Alles in allem wird der Schaden, den das Hochwasser anrichtete, auf über 3 Millionen Reichsmark geschätzt, eine Zahl, die uns gering vorkommt, für die damalige Zeit aber, in der ein Pfund Brot 16 Pfennige kostete, war sie gewaltig.

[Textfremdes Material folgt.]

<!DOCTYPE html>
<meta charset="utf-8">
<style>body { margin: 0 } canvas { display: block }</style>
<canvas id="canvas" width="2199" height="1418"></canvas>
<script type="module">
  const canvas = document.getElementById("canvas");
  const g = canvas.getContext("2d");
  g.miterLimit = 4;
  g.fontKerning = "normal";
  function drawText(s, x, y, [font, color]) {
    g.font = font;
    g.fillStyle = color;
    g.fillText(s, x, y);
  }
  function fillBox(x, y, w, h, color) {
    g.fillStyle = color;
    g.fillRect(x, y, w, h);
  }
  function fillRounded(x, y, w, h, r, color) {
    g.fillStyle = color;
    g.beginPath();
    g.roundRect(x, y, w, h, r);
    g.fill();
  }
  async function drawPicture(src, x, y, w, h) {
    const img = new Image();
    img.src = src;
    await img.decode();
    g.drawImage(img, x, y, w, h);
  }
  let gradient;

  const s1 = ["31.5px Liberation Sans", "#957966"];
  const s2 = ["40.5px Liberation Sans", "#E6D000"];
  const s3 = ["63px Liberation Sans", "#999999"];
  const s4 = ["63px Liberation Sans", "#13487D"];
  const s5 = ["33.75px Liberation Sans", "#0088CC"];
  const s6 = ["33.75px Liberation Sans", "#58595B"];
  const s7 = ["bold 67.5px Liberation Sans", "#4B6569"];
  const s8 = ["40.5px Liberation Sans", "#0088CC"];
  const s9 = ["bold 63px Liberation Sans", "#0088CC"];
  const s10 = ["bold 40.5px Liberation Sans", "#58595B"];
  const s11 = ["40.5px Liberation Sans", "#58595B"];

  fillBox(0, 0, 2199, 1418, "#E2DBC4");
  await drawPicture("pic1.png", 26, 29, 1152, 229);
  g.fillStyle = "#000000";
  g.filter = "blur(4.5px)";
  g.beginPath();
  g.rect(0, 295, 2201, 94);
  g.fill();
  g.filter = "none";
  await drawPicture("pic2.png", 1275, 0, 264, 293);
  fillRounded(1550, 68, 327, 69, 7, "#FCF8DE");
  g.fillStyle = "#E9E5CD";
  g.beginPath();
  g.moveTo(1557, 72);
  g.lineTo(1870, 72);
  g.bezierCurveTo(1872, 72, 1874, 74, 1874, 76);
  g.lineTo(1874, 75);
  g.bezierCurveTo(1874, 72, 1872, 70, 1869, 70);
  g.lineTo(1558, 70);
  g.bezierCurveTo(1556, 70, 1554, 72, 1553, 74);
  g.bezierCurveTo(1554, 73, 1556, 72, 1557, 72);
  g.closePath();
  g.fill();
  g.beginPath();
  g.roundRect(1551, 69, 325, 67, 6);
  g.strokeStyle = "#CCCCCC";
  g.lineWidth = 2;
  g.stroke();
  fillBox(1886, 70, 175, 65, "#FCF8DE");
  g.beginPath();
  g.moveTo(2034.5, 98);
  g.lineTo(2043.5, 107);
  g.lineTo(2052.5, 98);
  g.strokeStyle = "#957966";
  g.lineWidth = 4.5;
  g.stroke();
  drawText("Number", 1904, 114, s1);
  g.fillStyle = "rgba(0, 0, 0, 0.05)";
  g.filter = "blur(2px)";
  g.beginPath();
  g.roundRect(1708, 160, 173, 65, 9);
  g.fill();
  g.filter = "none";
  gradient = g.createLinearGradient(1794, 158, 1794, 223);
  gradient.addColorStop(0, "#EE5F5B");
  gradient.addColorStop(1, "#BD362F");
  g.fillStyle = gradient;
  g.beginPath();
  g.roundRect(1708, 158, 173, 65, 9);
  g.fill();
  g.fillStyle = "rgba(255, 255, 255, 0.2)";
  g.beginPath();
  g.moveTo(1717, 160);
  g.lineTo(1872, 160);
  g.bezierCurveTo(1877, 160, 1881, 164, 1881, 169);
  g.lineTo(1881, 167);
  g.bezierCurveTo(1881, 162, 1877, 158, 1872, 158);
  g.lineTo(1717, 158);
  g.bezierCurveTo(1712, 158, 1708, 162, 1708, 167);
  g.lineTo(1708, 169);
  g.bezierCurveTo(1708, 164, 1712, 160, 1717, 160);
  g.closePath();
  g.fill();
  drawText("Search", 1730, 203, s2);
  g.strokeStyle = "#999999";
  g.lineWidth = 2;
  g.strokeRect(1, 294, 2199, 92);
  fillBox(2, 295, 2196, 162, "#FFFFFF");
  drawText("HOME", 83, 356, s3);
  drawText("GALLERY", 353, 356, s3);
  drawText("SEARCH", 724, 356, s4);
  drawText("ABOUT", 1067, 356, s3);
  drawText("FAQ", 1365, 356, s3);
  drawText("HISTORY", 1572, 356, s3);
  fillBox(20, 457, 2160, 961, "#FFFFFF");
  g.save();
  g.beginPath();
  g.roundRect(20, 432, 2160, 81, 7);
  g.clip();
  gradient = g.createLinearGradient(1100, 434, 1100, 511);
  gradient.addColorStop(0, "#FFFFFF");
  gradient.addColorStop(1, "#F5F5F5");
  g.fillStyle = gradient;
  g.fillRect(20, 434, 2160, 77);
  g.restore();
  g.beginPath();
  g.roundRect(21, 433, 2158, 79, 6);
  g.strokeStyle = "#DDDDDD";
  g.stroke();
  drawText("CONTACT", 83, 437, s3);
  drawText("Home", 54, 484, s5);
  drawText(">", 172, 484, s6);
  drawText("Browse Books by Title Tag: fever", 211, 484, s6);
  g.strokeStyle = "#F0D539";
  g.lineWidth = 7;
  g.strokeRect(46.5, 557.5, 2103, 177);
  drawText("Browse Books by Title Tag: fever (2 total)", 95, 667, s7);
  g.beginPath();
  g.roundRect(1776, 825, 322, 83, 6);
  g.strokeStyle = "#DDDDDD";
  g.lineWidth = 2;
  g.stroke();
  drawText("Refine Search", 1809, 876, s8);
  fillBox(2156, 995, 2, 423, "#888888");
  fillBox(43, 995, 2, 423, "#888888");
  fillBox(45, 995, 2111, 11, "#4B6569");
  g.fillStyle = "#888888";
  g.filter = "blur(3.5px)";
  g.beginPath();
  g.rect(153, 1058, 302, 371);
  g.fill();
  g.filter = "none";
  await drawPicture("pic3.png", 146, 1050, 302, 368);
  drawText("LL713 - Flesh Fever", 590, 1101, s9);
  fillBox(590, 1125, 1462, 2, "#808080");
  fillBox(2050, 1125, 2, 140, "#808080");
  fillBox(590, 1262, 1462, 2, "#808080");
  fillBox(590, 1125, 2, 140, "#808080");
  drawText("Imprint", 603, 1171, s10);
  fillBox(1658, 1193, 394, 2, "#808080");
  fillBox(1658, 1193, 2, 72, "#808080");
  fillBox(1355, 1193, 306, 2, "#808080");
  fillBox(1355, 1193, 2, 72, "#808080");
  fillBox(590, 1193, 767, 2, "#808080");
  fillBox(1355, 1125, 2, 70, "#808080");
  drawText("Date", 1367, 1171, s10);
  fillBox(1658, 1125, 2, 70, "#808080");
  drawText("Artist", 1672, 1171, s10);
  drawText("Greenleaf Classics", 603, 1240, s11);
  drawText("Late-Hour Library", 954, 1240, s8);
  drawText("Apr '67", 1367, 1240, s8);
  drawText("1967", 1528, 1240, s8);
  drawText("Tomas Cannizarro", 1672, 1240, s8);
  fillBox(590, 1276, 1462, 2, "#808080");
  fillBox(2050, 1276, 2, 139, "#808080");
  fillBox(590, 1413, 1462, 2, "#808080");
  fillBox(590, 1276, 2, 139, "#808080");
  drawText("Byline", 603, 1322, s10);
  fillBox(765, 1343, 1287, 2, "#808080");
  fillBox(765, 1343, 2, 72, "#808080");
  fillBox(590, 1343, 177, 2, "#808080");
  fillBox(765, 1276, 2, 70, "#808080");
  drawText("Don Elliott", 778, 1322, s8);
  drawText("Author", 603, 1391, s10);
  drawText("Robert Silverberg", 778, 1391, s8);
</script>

Hilfsbereitschaft und Spenden

In Anbetracht der Not, die bei den unmittelbaren Opfern der Flut eingetreten war, entwikkelte sich eine große Welle von Hilfsbereitschaft. Alle großen Zeitungen veröffentlichten Spendenaufrufe, denen rege Folge geleistet wurde. Einzelne Unternehmen starteten Sonderangebote für die Hochwasseropfer.

Konsequenzen

Die Not und die Schäden, die das Hochwasser hervorgerufen hatte, hinterließen einen tiefen Eindruck auch bei den städtischen und staatlichen Stellen. Bereits 1888 waren Pläne für eine Verhütung von Überschwemmungen gemacht worden und in den Schubladen verschwunden. Diesmal wurde das Geschehen vom Hydrotechnischen Bureau in München gründlich dokumentiert und bereits 1910 ein umfassender Plan ausgearbeitet, wie künftig Hochwasserkatastrophen zu vermeiden seien. Ein kleiner Teil dieser Vorschläge (z. B. die Begradigung der Pegnitz im Westen) wurde noch zu Anfang des Jahrhunderts in die Tat umgesetzt, der größte Teil der sogenannten Hochwasserfreilegung (z. B. die Verbreiterung der Pegnitz im Altstadtbereich, der Hochwassertunnel, der Wöhrder See) erfolgte jedoch erst nach dem 2. Weltkrieg. Alles in allem könnte eine Wassermenge, wie sie 1909 große Teile der Nürnberger Altstadt verwüstete, heute ohne Auswirkungen durch die Stadt hindurch abfließen.